The work on the Croton filtration plant has begun. The city has started clearing trees at the site, building access roads, etc. Visitors will no longer recognize the vast area they once knew as the Mosholu Golf Course and Driving Range.
Opponents of the project still hope that the three lawsuits now being heard in Bronx Supreme Court slow the project down or stop it altogether. The fate of the plant has moved from the political arena to the legal arena.
This does not mean there is no longer any place for community activism. To the contrary, we need an army of vigilant community residents to make sure that the massive construction project does as little harm as possible to the surrounding area.
But we are more than a little perplexed by the actions taken by some activists in recent days. A revived political organization, 100 Bronx Democrats, and Bronx Environmental Health and Justice, a local organization that formed over the last year to fight the plant in court, showed up at a Community Board 7 Parks Committee hearing to tell Bronx Parks chief Hector Aponte not to spend any of the $240 million the city agreed to spend on parks in return for siting the project in the Bronx.

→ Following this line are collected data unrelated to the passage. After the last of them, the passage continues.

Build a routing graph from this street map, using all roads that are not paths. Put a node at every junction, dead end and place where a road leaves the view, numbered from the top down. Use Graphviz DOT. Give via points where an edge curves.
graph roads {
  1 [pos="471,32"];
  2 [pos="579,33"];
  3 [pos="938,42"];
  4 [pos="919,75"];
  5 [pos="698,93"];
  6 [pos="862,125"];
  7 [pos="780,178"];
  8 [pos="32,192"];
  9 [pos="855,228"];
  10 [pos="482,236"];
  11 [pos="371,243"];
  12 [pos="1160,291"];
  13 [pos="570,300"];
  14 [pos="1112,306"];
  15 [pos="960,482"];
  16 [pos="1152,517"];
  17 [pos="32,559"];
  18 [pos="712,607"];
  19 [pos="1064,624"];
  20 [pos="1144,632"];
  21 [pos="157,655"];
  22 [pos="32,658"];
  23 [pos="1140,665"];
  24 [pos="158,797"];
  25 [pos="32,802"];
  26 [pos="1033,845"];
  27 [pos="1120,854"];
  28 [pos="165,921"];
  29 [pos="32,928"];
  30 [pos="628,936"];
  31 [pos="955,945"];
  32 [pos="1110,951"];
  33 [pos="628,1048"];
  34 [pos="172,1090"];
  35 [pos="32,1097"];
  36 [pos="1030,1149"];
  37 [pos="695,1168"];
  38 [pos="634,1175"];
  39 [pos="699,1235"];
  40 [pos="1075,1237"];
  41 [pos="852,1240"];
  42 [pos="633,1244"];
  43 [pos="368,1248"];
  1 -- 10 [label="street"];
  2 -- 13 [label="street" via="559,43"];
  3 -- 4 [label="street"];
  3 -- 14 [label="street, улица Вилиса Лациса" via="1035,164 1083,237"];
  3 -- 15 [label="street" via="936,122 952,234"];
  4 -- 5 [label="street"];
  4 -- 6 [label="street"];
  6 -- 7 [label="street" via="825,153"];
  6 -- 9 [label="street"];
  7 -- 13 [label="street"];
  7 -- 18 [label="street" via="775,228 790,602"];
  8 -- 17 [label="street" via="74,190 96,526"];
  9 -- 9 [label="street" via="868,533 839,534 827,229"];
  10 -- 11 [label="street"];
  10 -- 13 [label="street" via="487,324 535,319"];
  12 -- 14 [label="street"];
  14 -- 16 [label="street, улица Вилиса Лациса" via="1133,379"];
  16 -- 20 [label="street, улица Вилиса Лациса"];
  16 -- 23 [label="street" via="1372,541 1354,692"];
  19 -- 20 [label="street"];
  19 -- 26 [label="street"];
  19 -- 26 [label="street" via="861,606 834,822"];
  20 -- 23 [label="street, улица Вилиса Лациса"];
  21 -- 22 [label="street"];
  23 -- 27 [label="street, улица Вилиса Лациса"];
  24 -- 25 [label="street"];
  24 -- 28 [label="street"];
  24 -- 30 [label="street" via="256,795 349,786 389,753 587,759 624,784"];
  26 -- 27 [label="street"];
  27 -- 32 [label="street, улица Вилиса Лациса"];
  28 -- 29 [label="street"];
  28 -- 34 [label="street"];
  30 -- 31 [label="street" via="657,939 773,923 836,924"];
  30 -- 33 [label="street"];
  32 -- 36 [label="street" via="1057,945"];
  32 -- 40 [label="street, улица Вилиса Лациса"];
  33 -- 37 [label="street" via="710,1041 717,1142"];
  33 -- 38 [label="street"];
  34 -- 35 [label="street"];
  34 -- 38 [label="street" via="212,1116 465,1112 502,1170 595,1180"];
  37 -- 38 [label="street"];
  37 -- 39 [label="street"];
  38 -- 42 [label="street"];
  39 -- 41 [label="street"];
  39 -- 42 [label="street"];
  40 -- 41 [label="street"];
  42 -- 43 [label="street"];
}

The meeting was cancelled at the last minute, but if they get their way, and they obviously won’t, we could have the worst of both worlds – a filtration plant and no money for park improvements.

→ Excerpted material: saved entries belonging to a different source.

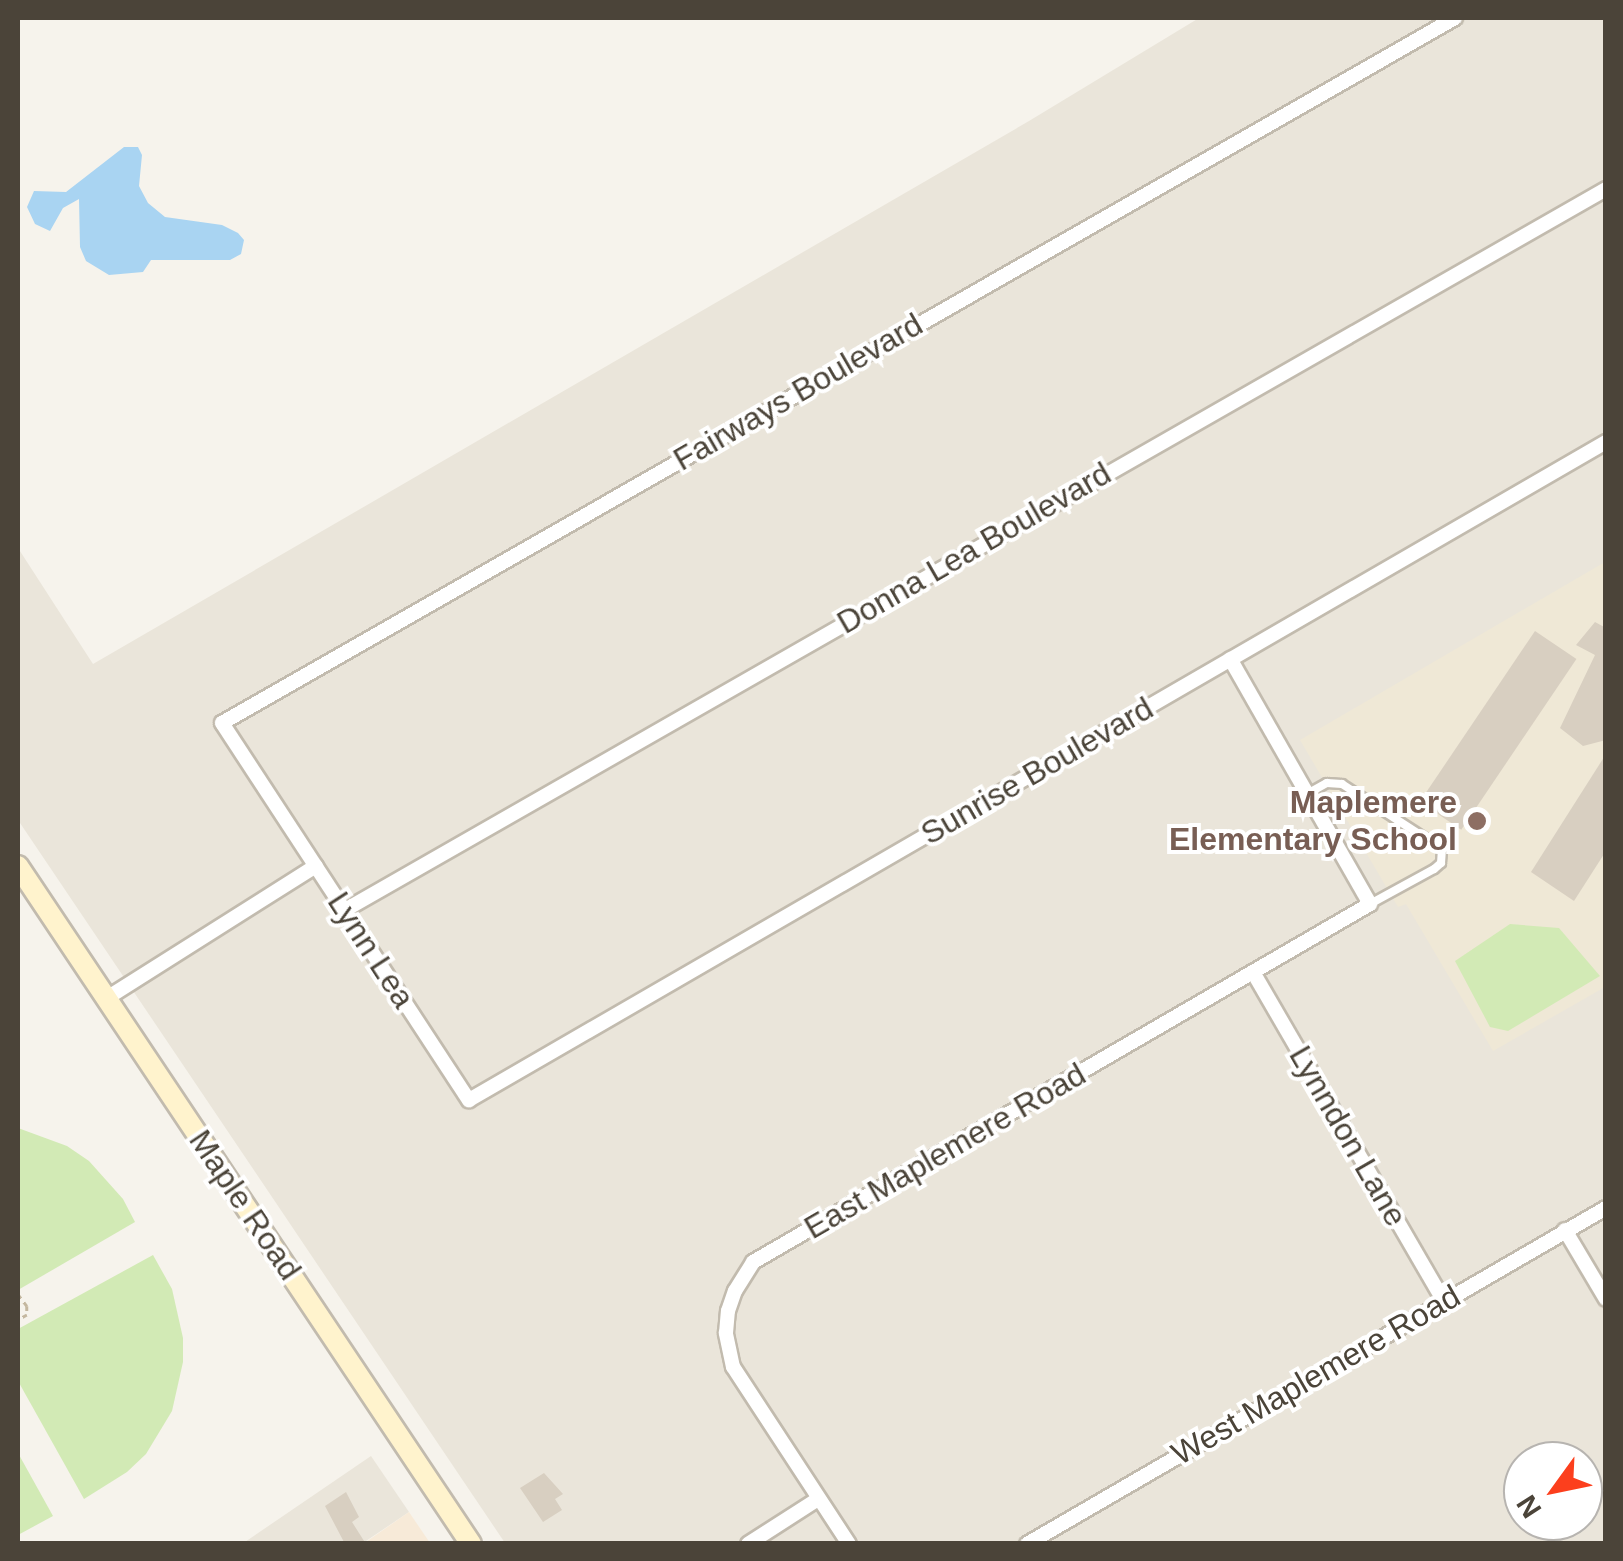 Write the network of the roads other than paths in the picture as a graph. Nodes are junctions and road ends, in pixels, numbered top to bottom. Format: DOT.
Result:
graph roads {
  1 [pos="1455,18"];
  2 [pos="1606,189"];
  3 [pos="1606,442"];
  4 [pos="1230,660"];
  5 [pos="1307,794"];
  6 [pos="272,800"];
  7 [pos="18,866"];
  8 [pos="316,866"];
  9 [pos="1370,904"];
  10 [pos="344,910"];
  11 [pos="1252,972"];
  12 [pos="107,998"];
  13 [pos="469,1100"];
  14 [pos="1606,1208"];
  15 [pos="1565,1230"];
  16 [pos="1606,1299"];
  17 [pos="1444,1301"];
  18 [pos="818,1499"];
  19 [pos="471,1544"];
  20 [pos="748,1544"];
  21 [pos="848,1544"];
  22 [pos="1027,1544"];
  1 -- 6 [label="street, Fairways Boulevard"];
  2 -- 10 [label="street, Donna Lea Boulevard"];
  3 -- 4 [label="street, Sunrise Boulevard"];
  4 -- 5 [label="street"];
  4 -- 13 [label="street, Sunrise Boulevard"];
  5 -- 9 [label="street"];
  5 -- 9 [label="lane"];
  6 -- 8 [label="street, Lynn Lea"];
  7 -- 12 [label="main road, Maple Road"];
  8 -- 10 [label="street, Lynn Lea"];
  8 -- 12 [label="street"];
  9 -- 11 [label="street, East Maplemere Road"];
  10 -- 13 [label="street, Lynn Lea"];
  11 -- 17 [label="street, Lynndon Lane"];
  11 -- 18 [label="street, East Maplemere Road"];
  12 -- 19 [label="main road, Maple Road"];
  14 -- 15 [label="street, West Maplemere Road"];
  15 -- 16 [label="street"];
  15 -- 17 [label="street, West Maplemere Road"];
  17 -- 22 [label="street, West Maplemere Road"];
  18 -- 20 [label="street"];
  18 -- 21 [label="street"];
}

Here are a couple of concrete ways these groups could actually have an impact. Why don’t they visit the DEP’s new community office on Jerome Avenue, introduce themselves to the people working there, and put them on notice that they will relentlessly monitor their work? Or how about petitioning the city to track and provide medical care to local children with asthma and make sure they are not harmed by the project?
As anyone who has read this paper over the last decade knows, we vigorously opposed the construction of the plant in the Bronx. But the bulldozers are now at work. We should retool for the task at hand.